Review: This novel was a different read than I am used to reading. There were some parts that I thought were not really neccessary for getting the point across. Karen Cook could have used other senarios as opposed to molestation, death, and sexual situations. At the end of the book, the author gives the reader a false sense of completion. The last two chapters are not both needed. It should have been one or the other. Procession vs. Memory. I think that Karen Cookm should have just deleted the chapter entitled Processison and ended the book with Memory. In the Memory chapter, we are taken to the characters live three years later, ultimately giving us a good sense of closure, and who they are now. Though it is not at the same time as the previous cha[pter, it tells us the truth about death. This chapter focuses more on Tilden, the main character of the book. She is able to finish her story and tell the reader of her memories of mama. This chapter is much more true to life. We see how things really are now that the characters have been given some time to mourn and get back to real life. Tilden talks about her sister, and the mystivious life she has turned to, and how really different they both are. From the beginnning, it has always been three, mama, Tilden and Elizabeth, but now...its only two.

Rating: 3 stars
Summary: Decent novel
Review: This was an interesting book.
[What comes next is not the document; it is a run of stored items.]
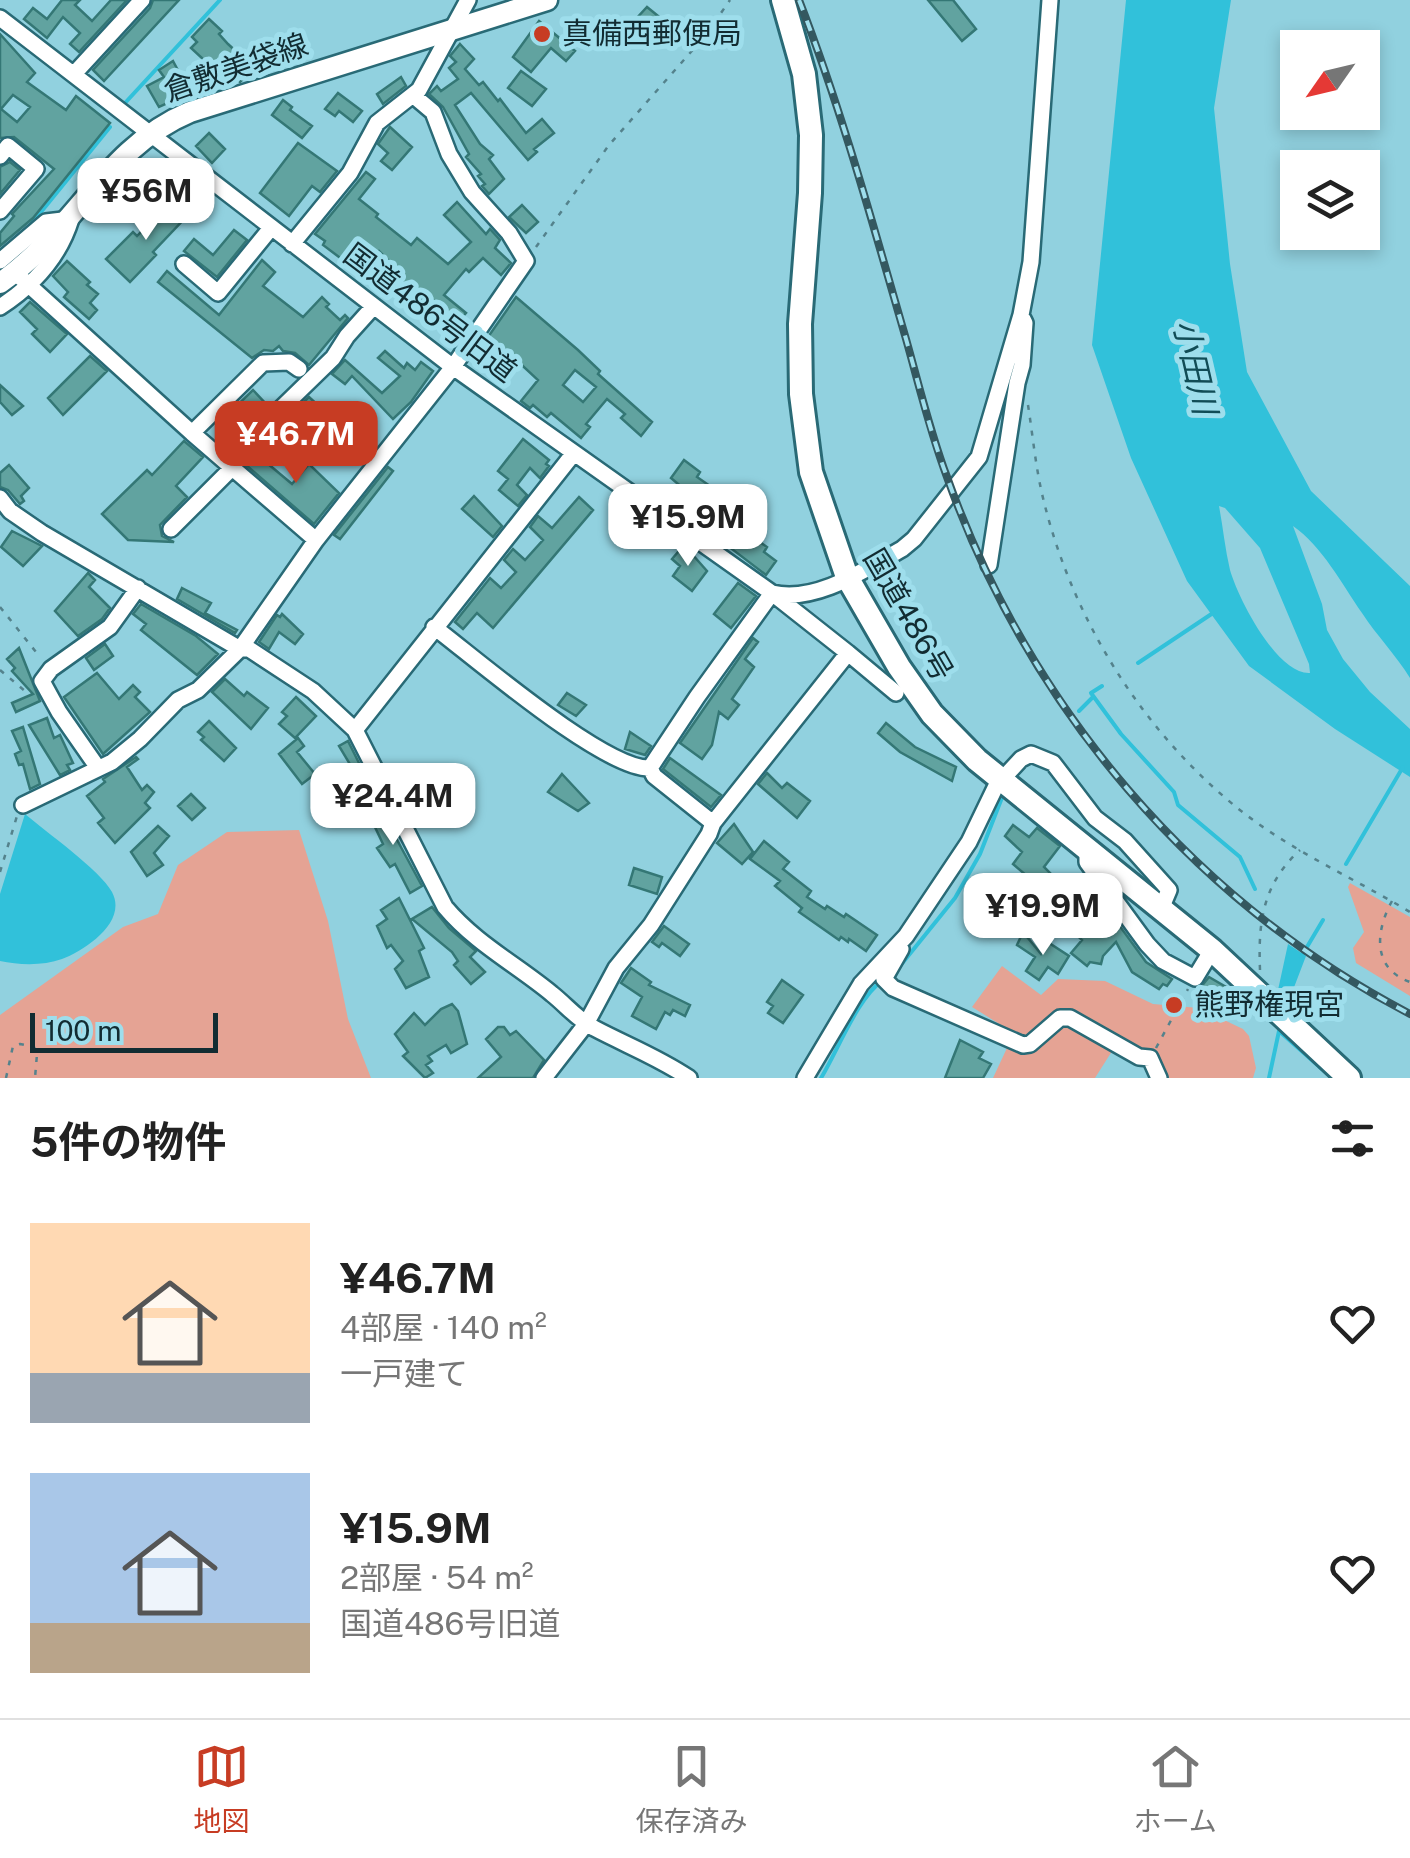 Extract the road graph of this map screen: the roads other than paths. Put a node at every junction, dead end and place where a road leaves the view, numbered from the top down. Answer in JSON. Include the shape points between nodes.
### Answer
{"nodes":[{"id":1,"x":142,"y":0,"type":"edge"},
{"id":2,"x":468,"y":0,"type":"edge"},
{"id":3,"x":546,"y":0,"type":"edge"},
{"id":4,"x":783,"y":0,"type":"edge"},
{"id":5,"x":1050,"y":0,"type":"edge"},
{"id":6,"x":0,"y":18,"type":"edge"},
{"id":7,"x":452,"y":28,"type":"junction"},
{"id":8,"x":74,"y":74,"type":"junction"},
{"id":9,"x":414,"y":96,"type":"junction"},
{"id":10,"x":149,"y":132,"type":"junction"},
{"id":11,"x":0,"y":156,"type":"edge"},
{"id":12,"x":0,"y":211,"type":"edge"},
{"id":13,"x":71,"y":219,"type":"junction"},
{"id":14,"x":271,"y":228,"type":"junction"},
{"id":15,"x":292,"y":244,"type":"junction"},
{"id":16,"x":184,"y":264,"type":"dead end"},
{"id":17,"x":2,"y":266,"type":"edge"},
{"id":18,"x":26,"y":282,"type":"junction"},
{"id":19,"x":374,"y":306,"type":"junction"},
{"id":20,"x":0,"y":308,"type":"edge"},
{"id":21,"x":1020,"y":315,"type":"junction"},
{"id":22,"x":1022,"y":365,"type":"junction"},
{"id":23,"x":453,"y":366,"type":"junction"},
{"id":24,"x":299,"y":370,"type":"dead end"},
{"id":25,"x":1026,"y":383,"type":"road end"},
{"id":26,"x":192,"y":434,"type":"junction"},
{"id":27,"x":574,"y":453,"type":"junction"},
{"id":28,"x":232,"y":468,"type":"junction"},
{"id":29,"x":0,"y":498,"type":"edge"},
{"id":30,"x":170,"y":529,"type":"dead end"},
{"id":31,"x":316,"y":540,"type":"junction"},
{"id":32,"x":989,"y":565,"type":"dead end"},
{"id":33,"x":847,"y":577,"type":"junction"},
{"id":34,"x":138,"y":588,"type":"junction"},
{"id":35,"x":772,"y":593,"type":"junction"},
{"id":36,"x":434,"y":626,"type":"junction"},
{"id":37,"x":240,"y":649,"type":"junction"},
{"id":38,"x":848,"y":653,"type":"junction"},
{"id":39,"x":896,"y":693,"type":"dead end"},
{"id":40,"x":355,"y":730,"type":"junction"},
{"id":41,"x":98,"y":768,"type":"junction"},
{"id":42,"x":650,"y":768,"type":"junction"},
{"id":43,"x":1000,"y":780,"type":"junction"},
{"id":44,"x":22,"y":805,"type":"road end"},
{"id":45,"x":714,"y":824,"type":"junction"},
{"id":46,"x":1087,"y":848,"type":"junction"},
{"id":47,"x":1161,"y":908,"type":"junction"},
{"id":48,"x":906,"y":936,"type":"junction"},
{"id":49,"x":1212,"y":950,"type":"junction"},
{"id":50,"x":586,"y":1024,"type":"junction"},
{"id":51,"x":544,"y":1078,"type":"edge"},
{"id":52,"x":689,"y":1078,"type":"edge"},
{"id":53,"x":805,"y":1078,"type":"edge"},
{"id":54,"x":1158,"y":1078,"type":"edge"},
{"id":55,"x":1349,"y":1078,"type":"edge"}],
"edges":[{"from":1,"to":8,"type":"street"},
{"from":2,"to":7,"type":"street"},
{"from":3,"to":7,"type":"main road","name":"倉敷美袋線"},
{"from":4,"to":33,"type":"highway","name":"国道486号","via":[[804,74],[811,135],[801,394],[811,472]]},
{"from":5,"to":21,"type":"street","via":[[1031,262]]},
{"from":6,"to":8,"type":"street","name":"国道486号旧道"},
{"from":7,"to":9,"type":"street"},
{"from":7,"to":10,"type":"main road","name":"倉敷美袋線","via":[[190,112]]},
{"from":8,"to":10,"type":"street","name":"国道486号旧道"},
{"from":9,"to":15,"type":"street","via":[[378,123],[350,172]]},
{"from":9,"to":23,"type":"street","via":[[434,112],[448,154],[526,260]]},
{"from":10,"to":13,"type":"main road","name":"倉敷美袋線"},
{"from":10,"to":14,"type":"street","name":"国道486号旧道"},
{"from":11,"to":12,"type":"street","via":[[8,146],[36,169]]},
{"from":13,"to":17,"type":"main road","name":"倉敷美袋線","via":[[36,256]]},
{"from":13,"to":18,"type":"street","via":[[62,247]]},
{"from":14,"to":15,"type":"street","name":"国道486号旧道"},
{"from":14,"to":16,"type":"street","via":[[218,292]]},
{"from":15,"to":19,"type":"street","name":"国道486号旧道"},
{"from":18,"to":20,"type":"street"},
{"from":18,"to":26,"type":"street"},
{"from":19,"to":23,"type":"street","name":"国道486号旧道"},
{"from":19,"to":28,"type":"street"},
{"from":21,"to":22,"type":"street","via":[[1026,322]]},
{"from":21,"to":33,"type":"street","via":[[971,470],[914,539]]},
{"from":22,"to":25,"type":"street"},
{"from":22,"to":32,"type":"street"},
{"from":23,"to":27,"type":"street","name":"国道486号旧道"},
{"from":23,"to":31,"type":"street"},
{"from":24,"to":26,"type":"street","via":[[289,362],[264,363]]},
{"from":26,"to":28,"type":"street"},
{"from":27,"to":35,"type":"street","name":"国道486号旧道"},
{"from":27,"to":36,"type":"street"},
{"from":28,"to":30,"type":"street"},
{"from":28,"to":31,"type":"street"},
{"from":29,"to":34,"type":"street","via":[[42,533]]},
{"from":31,"to":37,"type":"street"},
{"from":33,"to":35,"type":"street","via":[[806,594]]},
{"from":33,"to":43,"type":"highway","name":"国道486号","via":[[932,714]]},
{"from":34,"to":37,"type":"street"},
{"from":34,"to":41,"type":"street","via":[[110,626],[46,675],[59,712]]},
{"from":35,"to":38,"type":"street","name":"国道486号旧道"},
{"from":35,"to":42,"type":"street"},
{"from":36,"to":40,"type":"street"},
{"from":36,"to":42,"type":"street","via":[[592,747]]},
{"from":37,"to":40,"type":"street","via":[[249,648],[313,691]]},
{"from":37,"to":41,"type":"street"},
{"from":38,"to":39,"type":"street","name":"国道486号旧道"},
{"from":38,"to":45,"type":"street"},
{"from":40,"to":50,"type":"street","via":[[445,907]]},
{"from":41,"to":44,"type":"street"},
{"from":42,"to":45,"type":"street"},
{"from":43,"to":46,"type":"highway","name":"国道486号"},
{"from":43,"to":47,"type":"street","via":[[1031,754],[1053,763],[1095,818],[1170,890]]},
{"from":43,"to":48,"type":"street","via":[[969,842]]},
{"from":45,"to":50,"type":"street"},
{"from":46,"to":47,"type":"highway","name":"国道486号"},
{"from":46,"to":49,"type":"street","via":[[1087,862],[1162,961],[1195,978]]},
{"from":47,"to":49,"type":"highway","name":"国道486号"},
{"from":48,"to":53,"type":"street","via":[[862,984]]},
{"from":48,"to":54,"type":"street","via":[[884,980],[1023,1045],[1070,1018],[1150,1058]]},
{"from":49,"to":55,"type":"highway","name":"国道486号"},
{"from":50,"to":51,"type":"street"},
{"from":50,"to":52,"type":"street"}]} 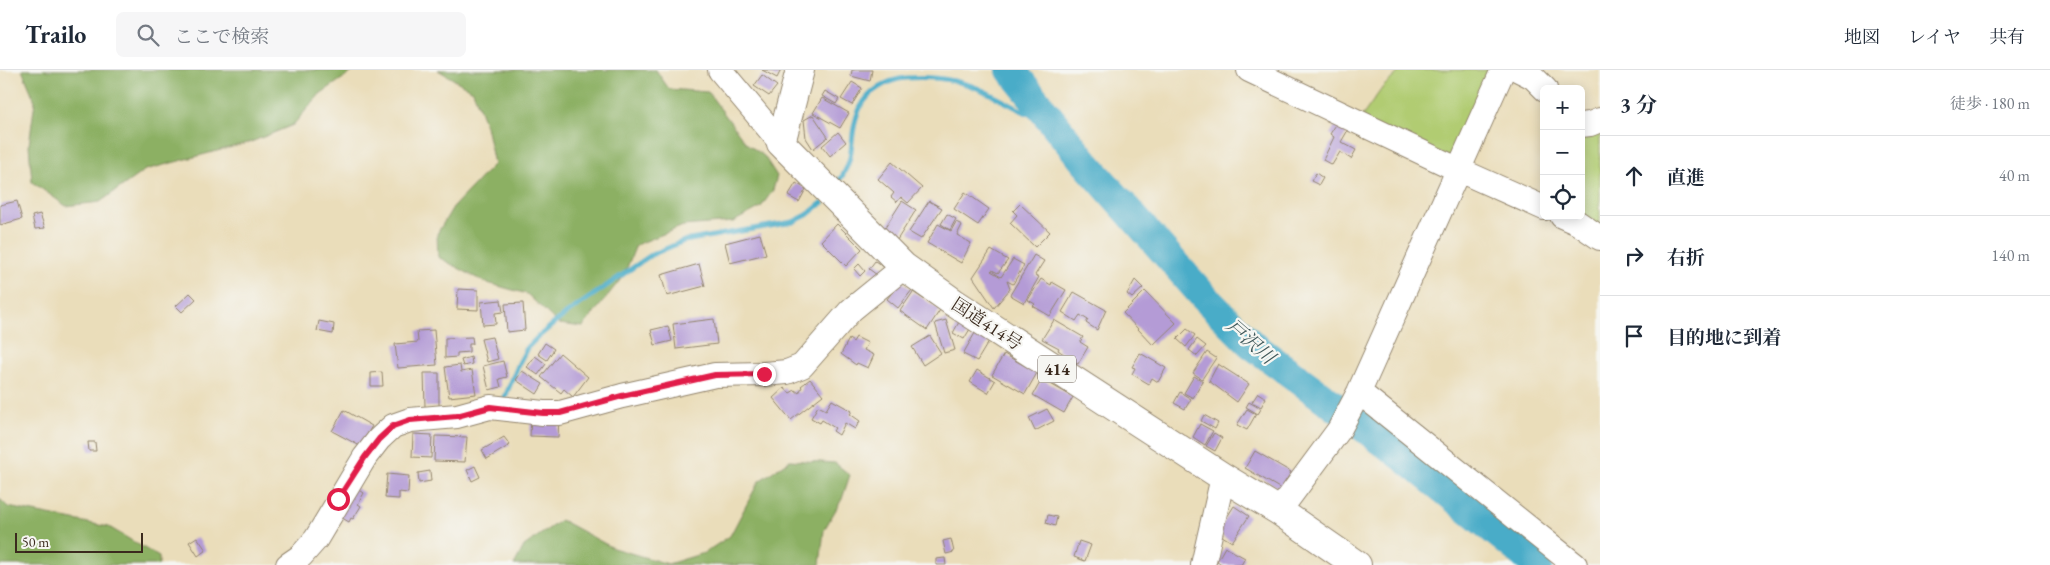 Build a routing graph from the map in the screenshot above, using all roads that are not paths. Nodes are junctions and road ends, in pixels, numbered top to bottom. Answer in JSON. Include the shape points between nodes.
{"nodes":[{"id":1,"x":720,"y":70,"type":"edge"},
{"id":2,"x":800,"y":70,"type":"edge"},
{"id":3,"x":1249,"y":70,"type":"edge"},
{"id":4,"x":1503,"y":70,"type":"edge"},
{"id":5,"x":1519,"y":70,"type":"edge"},
{"id":6,"x":1541,"y":85,"type":"edge"},
{"id":7,"x":1600,"y":120,"type":"edge"},
{"id":8,"x":1585,"y":124,"type":"edge"},
{"id":9,"x":781,"y":143,"type":"junction"},
{"id":10,"x":1458,"y":170,"type":"junction"},
{"id":11,"x":1540,"y":206,"type":"edge"},
{"id":12,"x":1571,"y":220,"type":"edge"},
{"id":13,"x":1600,"y":238,"type":"edge"},
{"id":14,"x":904,"y":267,"type":"junction"},
{"id":15,"x":1359,"y":392,"type":"junction"},
{"id":16,"x":1223,"y":477,"type":"junction"},
{"id":17,"x":1280,"y":512,"type":"junction"},
{"id":18,"x":288,"y":565,"type":"edge"},
{"id":19,"x":1203,"y":565,"type":"edge"},
{"id":20,"x":1357,"y":565,"type":"edge"},
{"id":21,"x":1575,"y":565,"type":"edge"}],
"edges":[{"from":1,"to":9,"type":"street"},
{"from":2,"to":9,"type":"highway"},
{"from":3,"to":10,"type":"street"},
{"from":4,"to":10,"type":"street"},
{"from":5,"to":6,"type":"street"},
{"from":7,"to":8,"type":"street"},
{"from":9,"to":14,"type":"highway","name":"国道414号","number":"414"},
{"from":10,"to":11,"type":"street"},
{"from":10,"to":15,"type":"street"},
{"from":12,"to":13,"type":"street"},
{"from":14,"to":16,"type":"highway","name":"国道414号","number":"414"},
{"from":14,"to":18,"type":"street","via":[[851,310],[802,366],[787,372],[715,375],[560,413],[490,407],[457,416],[410,420],[393,426],[365,457],[316,538],[302,556]]},
{"from":15,"to":17,"type":"street","via":[[1339,430]]},
{"from":15,"to":21,"type":"street"},
{"from":16,"to":17,"type":"highway","name":"国道414号","number":"414"},
{"from":16,"to":19,"type":"street"},
{"from":17,"to":20,"type":"highway","name":"国道414号","number":"414"}]} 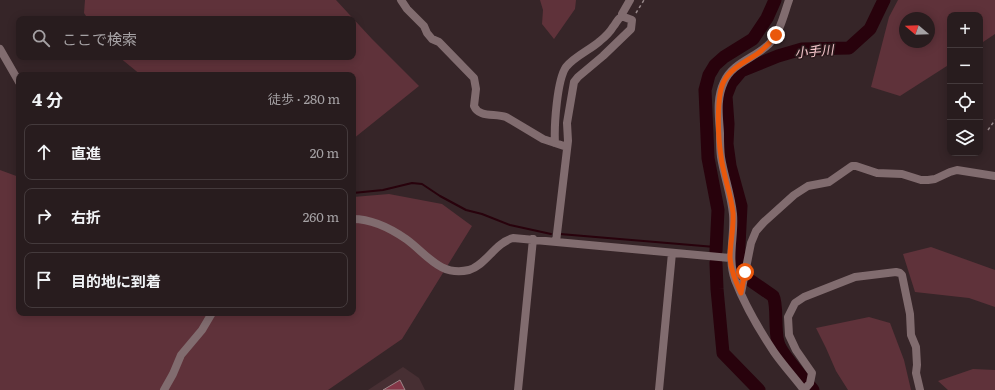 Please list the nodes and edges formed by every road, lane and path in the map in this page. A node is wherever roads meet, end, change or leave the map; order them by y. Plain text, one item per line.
1 (401, 0) edge
2 (630, 0) edge
3 (644, 0) edge
4 (789, 0) edge
5 (623, 16) junction
6 (632, 20) junction
7 (0, 49) edge
8 (16, 77) edge
9 (995, 120) edge
10 (988, 130) dead end
11 (555, 143) junction
12 (567, 147) junction
13 (995, 176) edge
14 (356, 219) edge
15 (533, 240) junction
16 (556, 242) junction
17 (672, 253) junction
18 (730, 258) junction
19 (741, 293) junction
20 (210, 316) edge
21 (806, 388) edge
22 (164, 390) edge
23 (518, 390) edge
24 (659, 390) edge
25 (920, 390) edge

1 - 11 street
2 - 5 street
3 - 6 path
4 - 18 street
5 - 6 street
5 - 11 street
6 - 12 street
7 - 8 street
9 - 10 path
11 - 12 street
12 - 16 street
13 - 19 street
14 - 15 street
15 - 16 street
15 - 23 street
16 - 17 street
17 - 18 street
17 - 24 street
18 - 19 street
19 - 21 street
20 - 22 street
21 - 25 street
It chronicles the changing lives of two sisters, Tilden and Elizabeth, their journey through adolescence and how they deal with their mom's cancer. There are two endings in the book, but I preferred the second one, Memory, because of the way it detailed the process of losing someone close and each person's reaction to the tragedy.Cook also does a good job of expressing the details of what each character is thinking or feeling at a particular time and presents universal themes in a unique and poignant storyline.